Michelle Christensen is a U.S. car designer. She was Acura's first female exterior designer. Since 2005 Christensen has worked for Acura and was the lead designer of the second generation Honda NSX.

Christensen grew up in San Jose, California. She learned about the mechanics of cars from her father, who was into hot rods and muscle cars. In school she developed an interest in drawing and fine art and at community college she learned about car design and went on to study at Art Center College of Design in Pasadena.

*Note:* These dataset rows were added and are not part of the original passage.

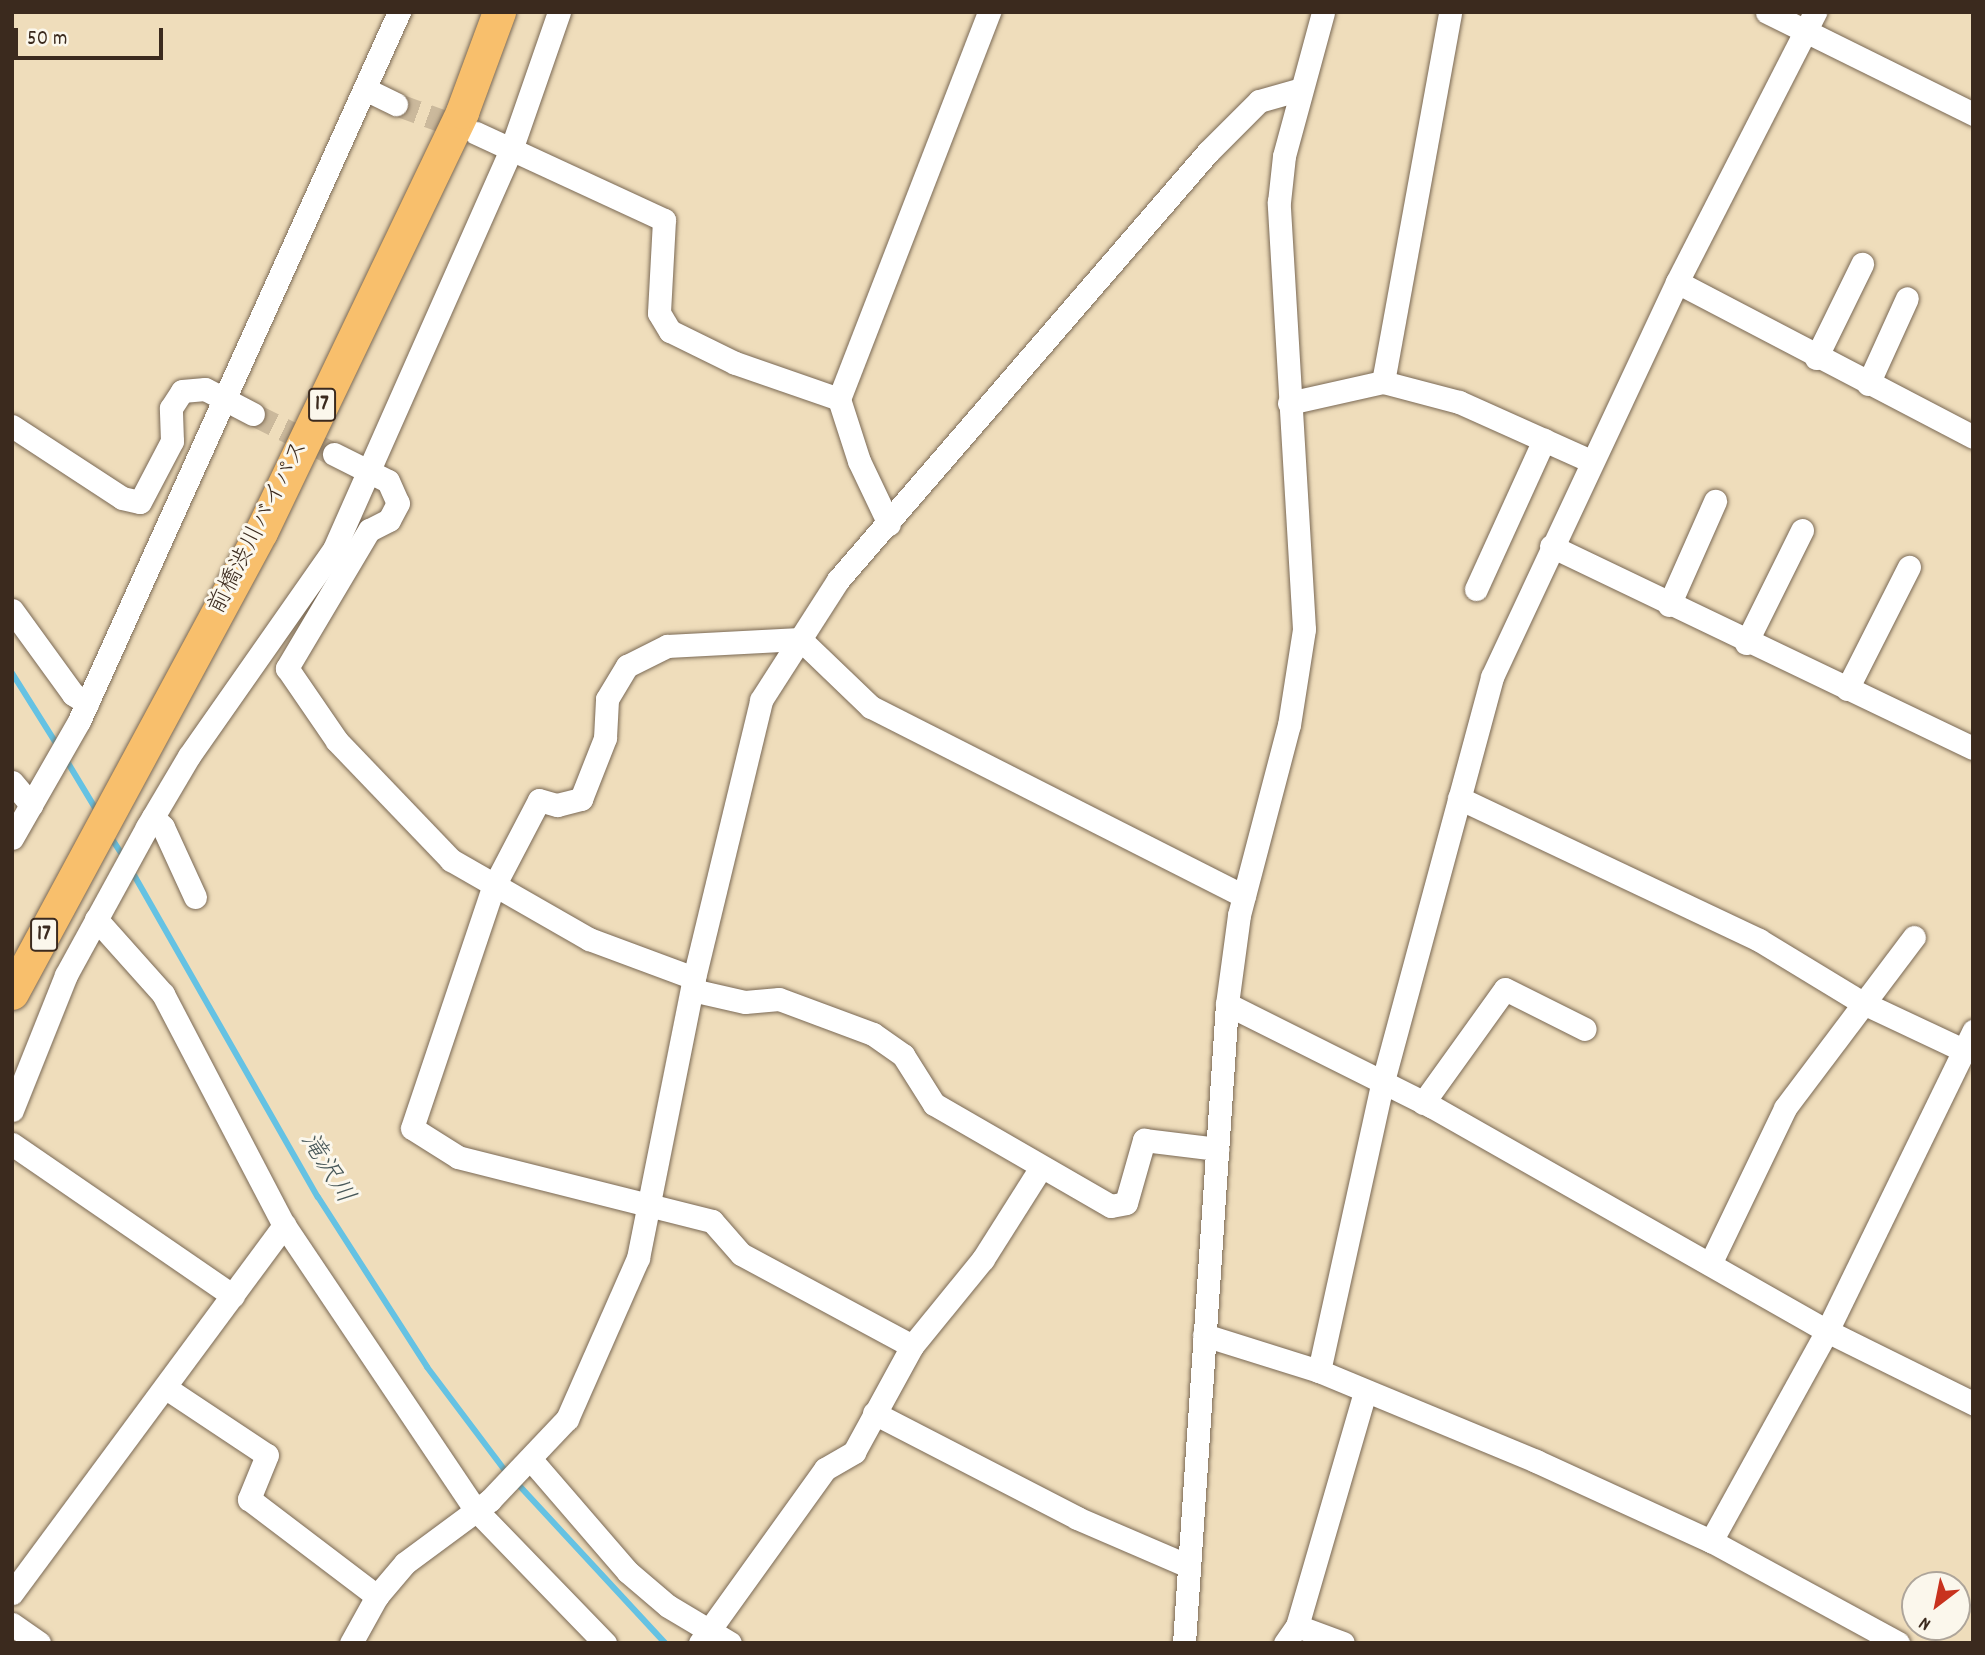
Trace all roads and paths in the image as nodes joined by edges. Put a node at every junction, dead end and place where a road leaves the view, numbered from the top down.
1 (399, 12) edge
2 (499, 12) edge
3 (559, 12) edge
4 (989, 12) edge
5 (1323, 12) edge
6 (1450, 12) edge
7 (1767, 12) edge
8 (1810, 23) edge
9 (1301, 89) junction
10 (369, 92) junction
11 (396, 104) tunnel mouth
12 (1973, 114) edge
13 (476, 133) tunnel mouth
14 (512, 147) junction
15 (1862, 264) dead end
16 (1677, 282) junction
17 (1907, 298) dead end
18 (1815, 358) junction
19 (1383, 382) junction
20 (1868, 384) junction
21 (223, 397) junction
22 (839, 399) junction
23 (1289, 403) junction
24 (253, 414) tunnel mouth
25 (12, 426) edge
26 (1973, 437) edge
27 (1544, 440) junction
28 (334, 454) tunnel mouth
29 (1591, 461) junction
30 (366, 471) junction
31 (1715, 501) dead end
32 (889, 524) junction
33 (1802, 530) dead end
34 (1551, 546) junction
35 (1909, 567) dead end
36 (1476, 589) dead end
37 (1669, 604) junction
38 (12, 610) edge
39 (800, 639) junction
40 (1746, 643) junction
41 (1847, 689) junction
42 (83, 712) junction
43 (1973, 748) edge
44 (12, 782) edge
45 (35, 798) junction
46 (1459, 798) junction
47 (150, 822) junction
48 (12, 838) edge
49 (493, 888) junction
50 (1244, 896) junction
51 (195, 897) dead end
52 (101, 910) junction
53 (1914, 937) dead end
54 (693, 984) junction
55 (12, 993) edge
56 (1861, 1002) junction
57 (1227, 1004) junction
58 (1585, 1029) dead end
59 (1968, 1041) edge
60 (1382, 1085) junction
61 (1423, 1103) junction
62 (12, 1110) edge
63 (12, 1144) edge
64 (1217, 1149) junction
65 (1040, 1169) junction
66 (649, 1204) junction
67 (284, 1225) junction
68 (1711, 1262) junction
69 (233, 1296) junction
70 (1827, 1331) junction
71 (1204, 1335) junction
72 (912, 1346) junction
73 (1319, 1371) junction
74 (166, 1388) junction
75 (1365, 1392) junction
76 (1973, 1403) edge
77 (874, 1413) junction
78 (528, 1465) junction
79 (483, 1505) junction
80 (1711, 1541) junction
81 (1186, 1565) junction
82 (12, 1594) edge
83 (377, 1595) junction
84 (12, 1624) edge
85 (1291, 1634) edge
86 (704, 1637) edge
87 (39, 1643) edge
88 (351, 1643) edge
89 (605, 1643) edge
90 (730, 1643) edge
91 (1184, 1643) edge
92 (1343, 1643) edge
93 (1898, 1643) edge

1 - 10 street
2 - 55 highway, 前橋渋川バイパス / 17
3 - 14 street
4 - 22 street
5 - 9 street
6 - 19 street
7 - 8 street
8 - 12 street
8 - 16 street
9 - 23 street
9 - 32 street
10 - 11 street
10 - 21 street
13 - 14 street
14 - 22 street
14 - 30 street
15 - 18 street
16 - 18 street
16 - 29 street
17 - 20 street
18 - 20 street
19 - 23 street
19 - 27 street
20 - 26 street
21 - 24 street
21 - 25 street
21 - 42 street
22 - 32 street
23 - 50 street
27 - 29 street
27 - 36 street
28 - 30 street
29 - 34 street
30 - 47 street
30 - 49 street
31 - 37 street
32 - 39 street
33 - 40 street
34 - 37 street
34 - 46 street
35 - 41 street
37 - 40 street
38 - 42 street
39 - 49 street
39 - 50 street
39 - 54 street
40 - 41 street
41 - 43 street
42 - 45 street
44 - 45 street
45 - 48 street
46 - 56 street
46 - 60 street
47 - 51 street
47 - 52 street
49 - 54 street
49 - 66 street
50 - 57 street
52 - 62 street
52 - 67 street
53 - 56 street
54 - 65 street
54 - 66 street
56 - 59 street
56 - 68 street
57 - 60 street
57 - 64 street
58 - 61 street
59 - 70 street
60 - 61 street
60 - 73 street
61 - 68 street
63 - 69 street
64 - 65 street
64 - 71 street
65 - 72 street
66 - 72 street
66 - 78 street
67 - 69 street
67 - 79 street
68 - 70 street
69 - 74 street
70 - 76 street
70 - 80 street
71 - 73 street
71 - 81 street
72 - 77 street
73 - 75 street
74 - 82 street
74 - 83 street
75 - 80 street
75 - 85 street
77 - 81 street
77 - 86 street
78 - 79 street
78 - 86 street
79 - 83 street
79 - 89 street
80 - 93 street
81 - 91 street
83 - 88 street
84 - 87 street
85 - 92 street
86 - 90 street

Christensen said that car design is the ideal blend of her passions, "art, cars, and making things for people."

Christensen undertook an internship at Volvo's Camarillo studio in California before joining Acura in 2005. She briefly worked for General Motors in 2010 before returning to Acura as Lead Principal Designer at Honda R&D. The 2016 Honda NSX was her first project as the lead designer.  Christensen received the Woman on Top award from Marie Claire magazine.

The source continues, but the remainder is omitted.